§ **What needs to be done**:
Copy the data exactly from the line that contains "thumb ip: (130, 313)" through the line that contains "thumb ip: (249, 312)", keeping both end lines and leaving out everything else.

═════ Records supplied ═════

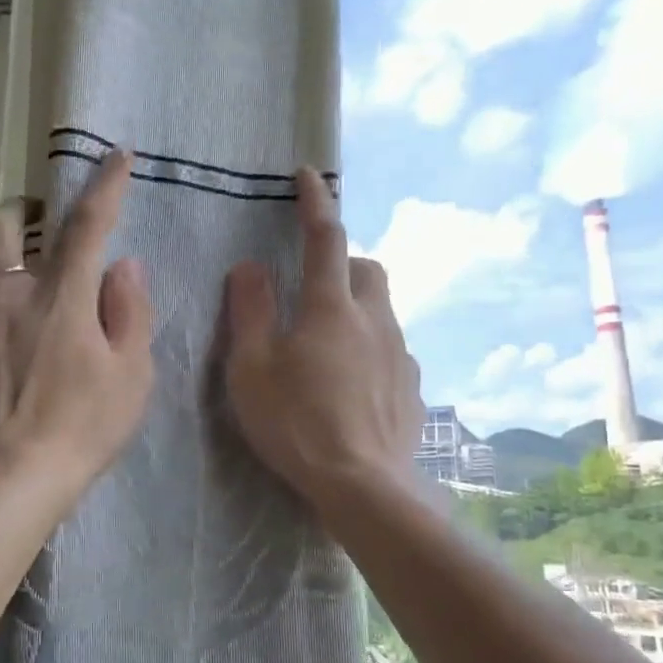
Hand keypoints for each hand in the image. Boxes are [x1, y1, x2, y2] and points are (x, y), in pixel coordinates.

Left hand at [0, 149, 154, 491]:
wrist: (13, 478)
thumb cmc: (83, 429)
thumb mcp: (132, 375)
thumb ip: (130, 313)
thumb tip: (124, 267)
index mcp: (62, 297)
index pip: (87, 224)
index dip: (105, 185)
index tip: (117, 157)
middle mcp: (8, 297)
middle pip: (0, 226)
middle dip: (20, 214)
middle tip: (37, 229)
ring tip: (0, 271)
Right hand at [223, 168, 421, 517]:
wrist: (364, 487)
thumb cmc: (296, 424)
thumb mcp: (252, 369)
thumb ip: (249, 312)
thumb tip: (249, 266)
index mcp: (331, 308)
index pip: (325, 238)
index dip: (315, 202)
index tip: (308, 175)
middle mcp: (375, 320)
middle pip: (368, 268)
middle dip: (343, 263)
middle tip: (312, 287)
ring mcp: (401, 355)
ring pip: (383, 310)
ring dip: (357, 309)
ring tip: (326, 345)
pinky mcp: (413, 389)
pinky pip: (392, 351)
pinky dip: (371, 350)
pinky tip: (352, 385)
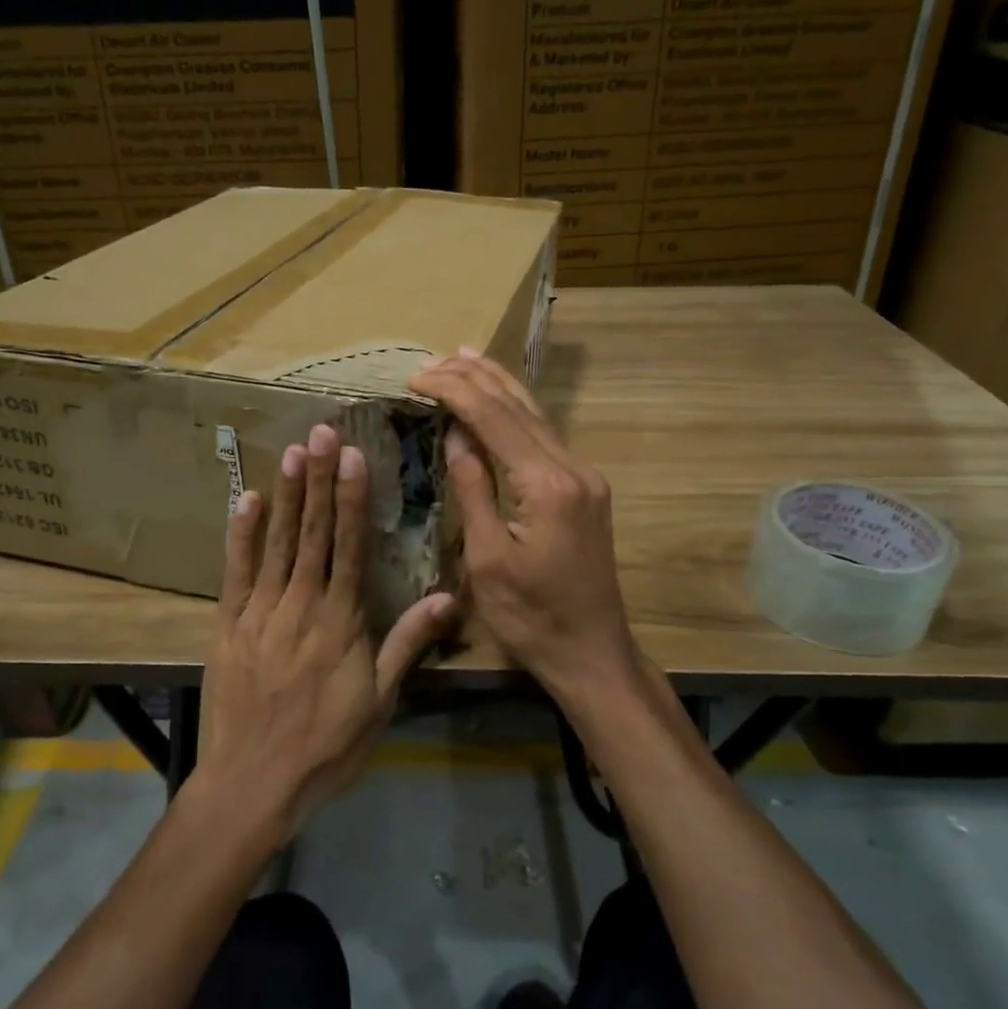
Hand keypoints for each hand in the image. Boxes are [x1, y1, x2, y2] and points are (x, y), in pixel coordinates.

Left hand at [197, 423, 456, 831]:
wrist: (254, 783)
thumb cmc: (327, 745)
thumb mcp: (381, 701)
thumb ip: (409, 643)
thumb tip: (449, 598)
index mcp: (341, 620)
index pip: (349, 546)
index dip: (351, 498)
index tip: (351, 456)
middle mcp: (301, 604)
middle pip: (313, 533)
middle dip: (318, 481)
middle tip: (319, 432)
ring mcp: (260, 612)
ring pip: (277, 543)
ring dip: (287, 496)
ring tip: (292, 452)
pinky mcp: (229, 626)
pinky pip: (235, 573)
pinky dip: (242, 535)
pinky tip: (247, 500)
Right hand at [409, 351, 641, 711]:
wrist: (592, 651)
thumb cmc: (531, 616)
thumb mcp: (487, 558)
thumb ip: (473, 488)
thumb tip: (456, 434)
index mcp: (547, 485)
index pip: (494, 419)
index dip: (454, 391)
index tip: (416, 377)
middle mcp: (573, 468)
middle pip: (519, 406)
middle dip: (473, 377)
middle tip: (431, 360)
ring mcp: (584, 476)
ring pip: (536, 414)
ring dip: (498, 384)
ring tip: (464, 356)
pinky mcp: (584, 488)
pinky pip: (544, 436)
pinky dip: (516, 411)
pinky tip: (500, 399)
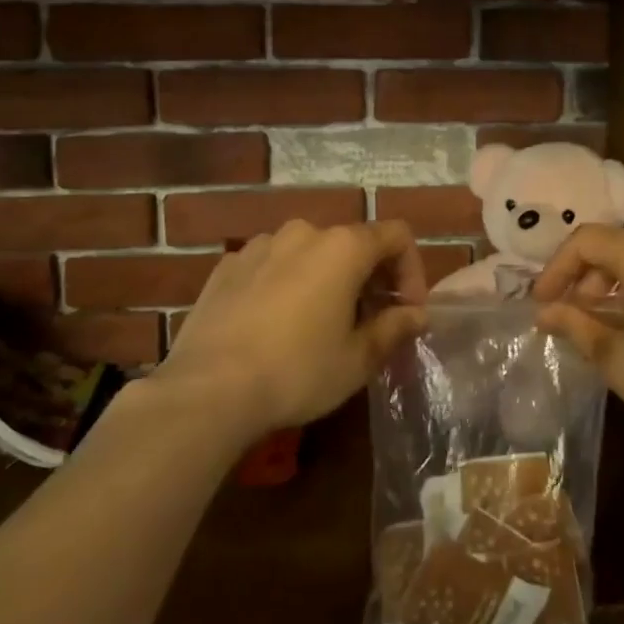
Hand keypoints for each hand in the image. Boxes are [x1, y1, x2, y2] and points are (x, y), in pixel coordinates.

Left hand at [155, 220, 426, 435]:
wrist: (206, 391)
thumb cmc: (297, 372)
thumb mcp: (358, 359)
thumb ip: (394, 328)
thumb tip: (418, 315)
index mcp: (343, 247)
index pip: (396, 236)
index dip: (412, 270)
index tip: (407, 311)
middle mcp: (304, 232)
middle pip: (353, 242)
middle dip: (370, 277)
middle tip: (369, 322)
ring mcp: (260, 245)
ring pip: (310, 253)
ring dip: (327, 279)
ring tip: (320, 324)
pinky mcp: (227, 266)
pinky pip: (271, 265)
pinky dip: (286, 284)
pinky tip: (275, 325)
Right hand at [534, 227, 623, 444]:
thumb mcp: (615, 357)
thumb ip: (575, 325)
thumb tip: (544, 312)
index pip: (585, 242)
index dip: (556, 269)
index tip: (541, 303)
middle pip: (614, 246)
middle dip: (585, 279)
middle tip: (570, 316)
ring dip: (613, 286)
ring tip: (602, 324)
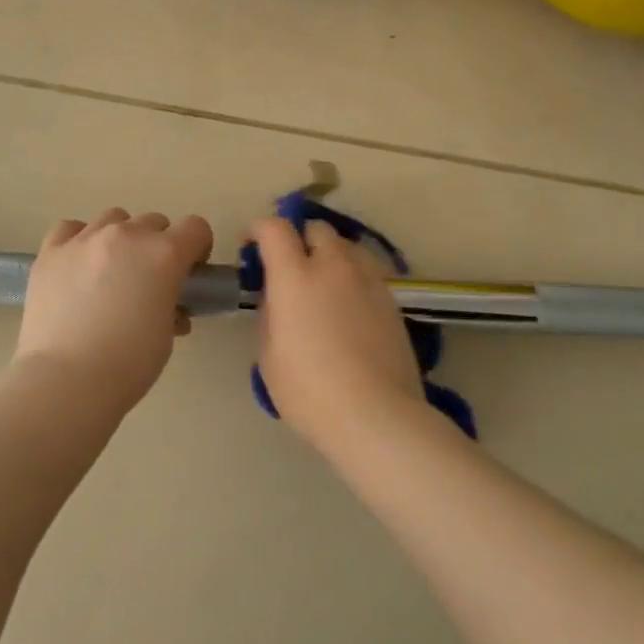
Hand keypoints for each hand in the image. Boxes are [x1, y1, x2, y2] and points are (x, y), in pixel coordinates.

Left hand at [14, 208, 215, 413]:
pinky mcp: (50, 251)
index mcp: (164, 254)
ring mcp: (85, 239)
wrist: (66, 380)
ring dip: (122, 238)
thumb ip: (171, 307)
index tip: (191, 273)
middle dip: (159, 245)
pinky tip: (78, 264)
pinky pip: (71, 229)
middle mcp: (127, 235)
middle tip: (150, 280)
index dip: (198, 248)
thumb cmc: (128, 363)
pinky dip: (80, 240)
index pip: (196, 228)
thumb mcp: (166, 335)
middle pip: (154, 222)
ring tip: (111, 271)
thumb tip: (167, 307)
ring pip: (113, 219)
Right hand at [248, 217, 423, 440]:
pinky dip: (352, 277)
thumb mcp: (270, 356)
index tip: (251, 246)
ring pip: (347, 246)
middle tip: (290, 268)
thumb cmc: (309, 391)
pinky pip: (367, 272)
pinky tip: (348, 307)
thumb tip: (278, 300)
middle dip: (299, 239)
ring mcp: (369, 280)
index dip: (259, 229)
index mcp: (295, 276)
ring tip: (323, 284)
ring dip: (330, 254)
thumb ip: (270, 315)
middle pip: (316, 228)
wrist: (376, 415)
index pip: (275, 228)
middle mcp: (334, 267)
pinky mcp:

═════

§ **Solved exercise**:
thumb ip: (130, 313)
thumb tip: (124, 267)
index mcp: (62, 297)
index pip: (87, 224)
index dip: (105, 185)
index tip: (117, 157)
middle mcp: (8, 297)
middle pip: (0, 226)
middle dip: (20, 214)
middle tip: (37, 229)
ring tip: (0, 271)
Right hand at [223, 168, 421, 517]:
wrist: (364, 487)
thumb cmc: (296, 424)
thumb mcp: (252, 369)
thumb ip: (249, 312)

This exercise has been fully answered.